Whilst it is never spelled out quite so synoptically, the books have a proclivity for obsessing over what we might call the 'autonomy of automata', most notably in a sequence on pp. 327-28 that iterates historical studies of the 'revenge of the common man upon the common object' when automatons have suffered at the hands of their creators or been otherwise abused. Sladek's parallel representation of the impulse-oriented nature of the behaviour of the characters he has created invites the reader to extrapolate from these passages in order to consider the lack of will that the human-as-consumer manifests in failing to resist the tyranny of the object over the subject - the possession's possession of the possessor: "we must smash the machines inside us, smash the idea of the machine" (p. 489). "If you think machines are trouble, just look at the dumb bastards running them" (p. 491). "Everyone's[...] so obsessed with our machine world they think we have to be machines to fit into it"" (p. 555).

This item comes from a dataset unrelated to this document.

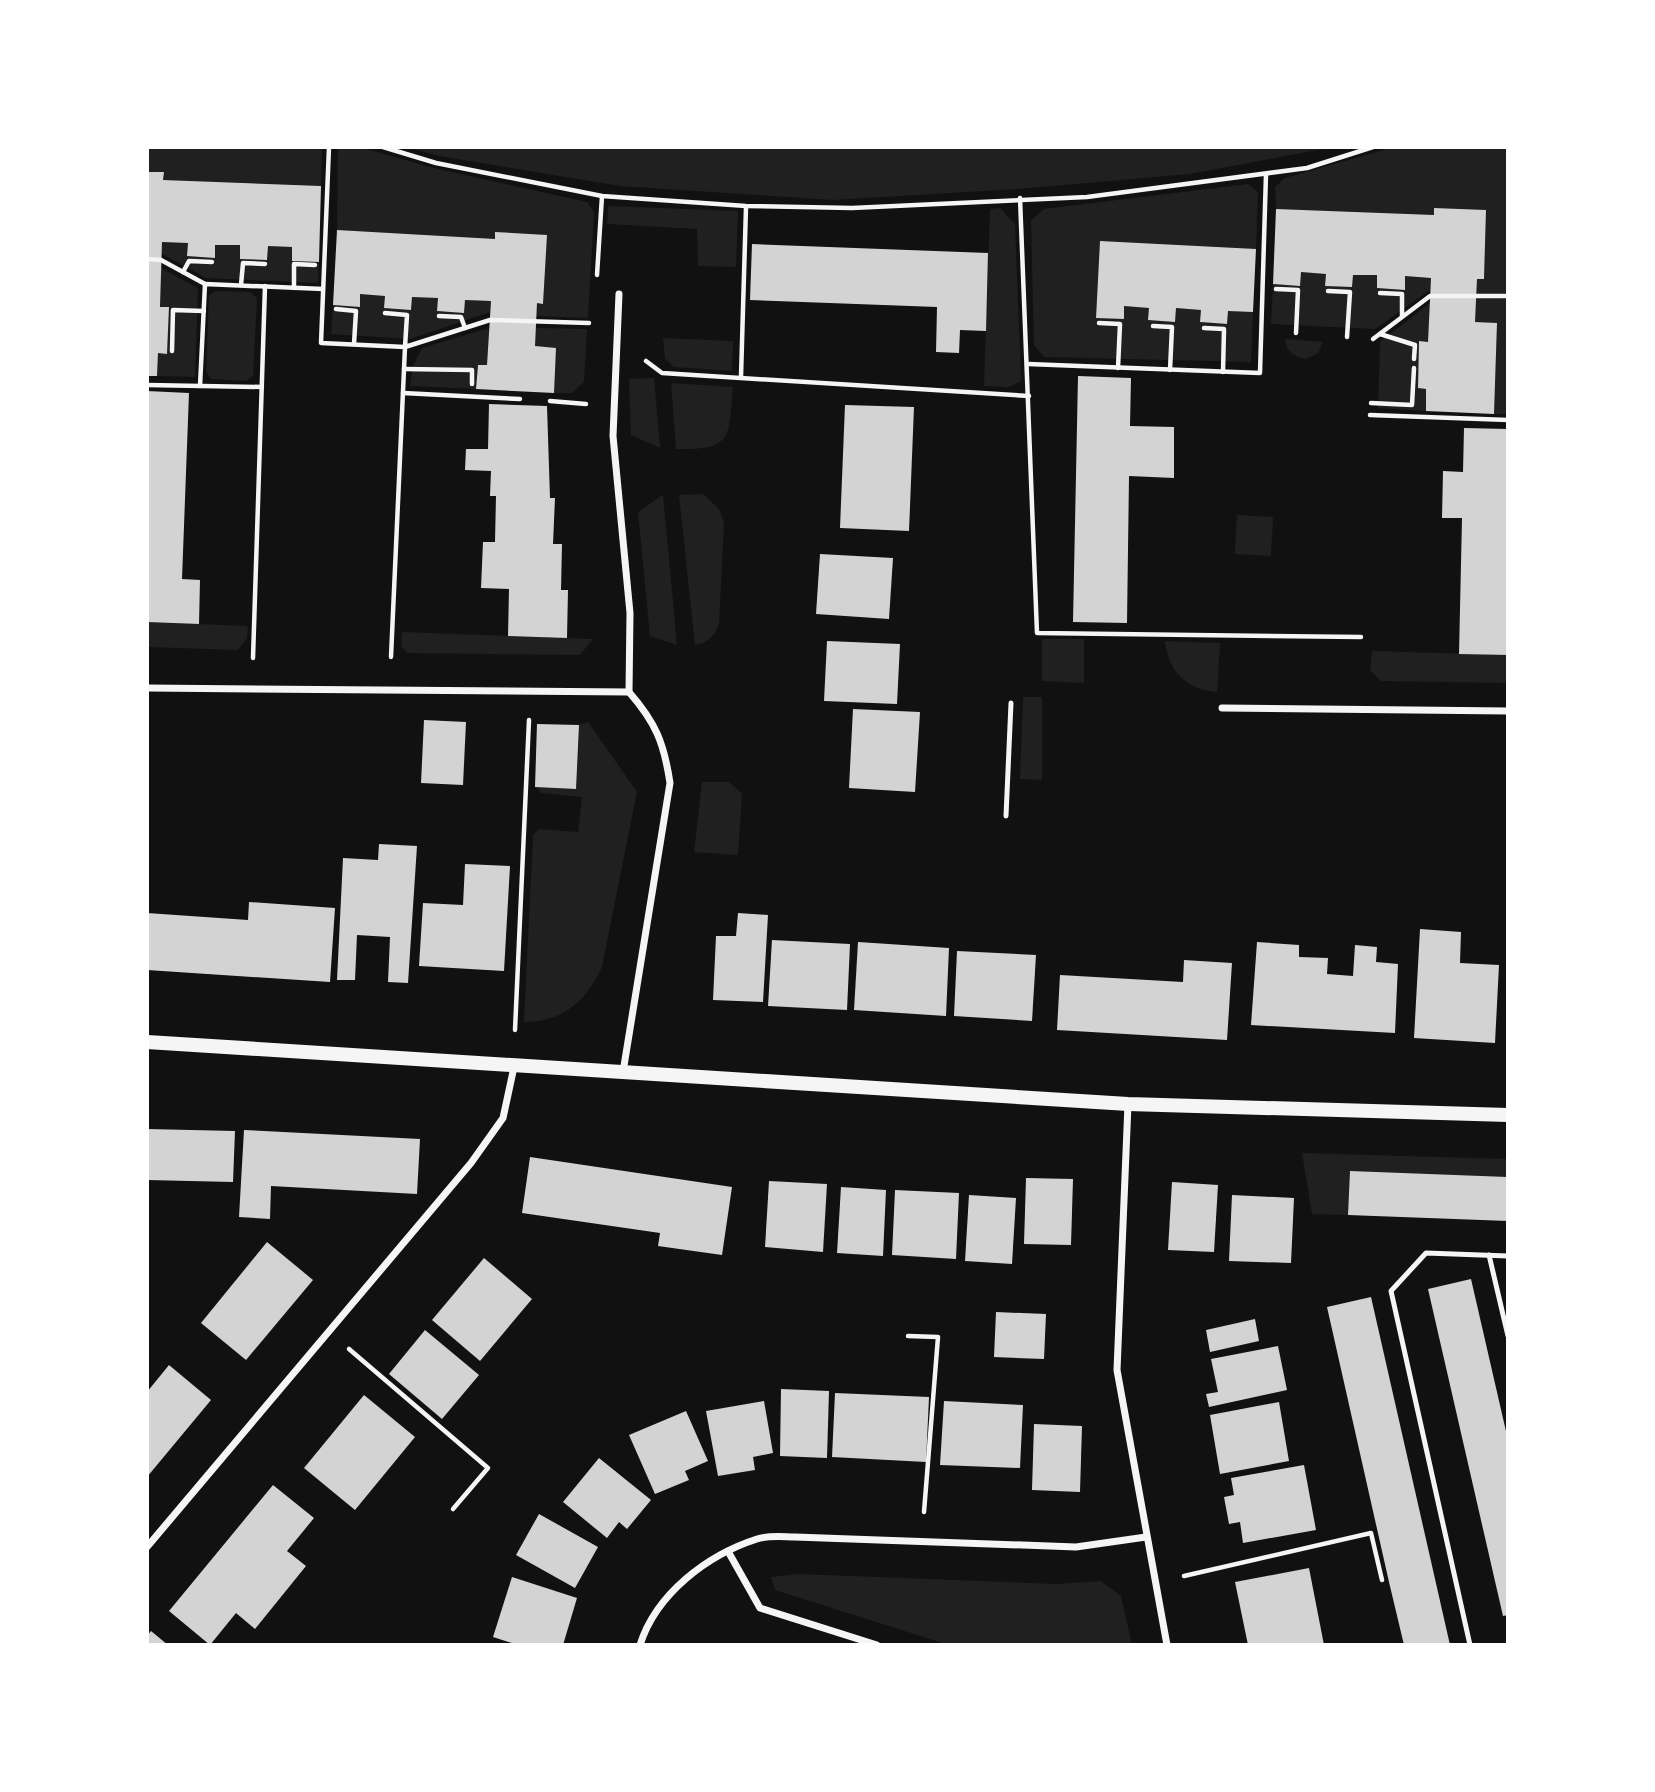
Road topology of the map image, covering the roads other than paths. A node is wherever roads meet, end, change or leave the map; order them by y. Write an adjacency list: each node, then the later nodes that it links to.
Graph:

A cleverly allusive work that makes playful reference to everything from the Andrex puppy adverts (p. 393) to Conrad's Heart of Darkness (p. 571), The Complete Roderick is a likeable but neither especially engaging nor particularly profound entry to the SF Masterworks series which may be recommended if not for its plot, style or ideas then for its not taking itself too seriously: 'the world was beginning to resemble something in a satirical science-fiction novel of no great quality' (p. 401); 'left, right and centre, it's all a great big nothing!!!' (p. 399).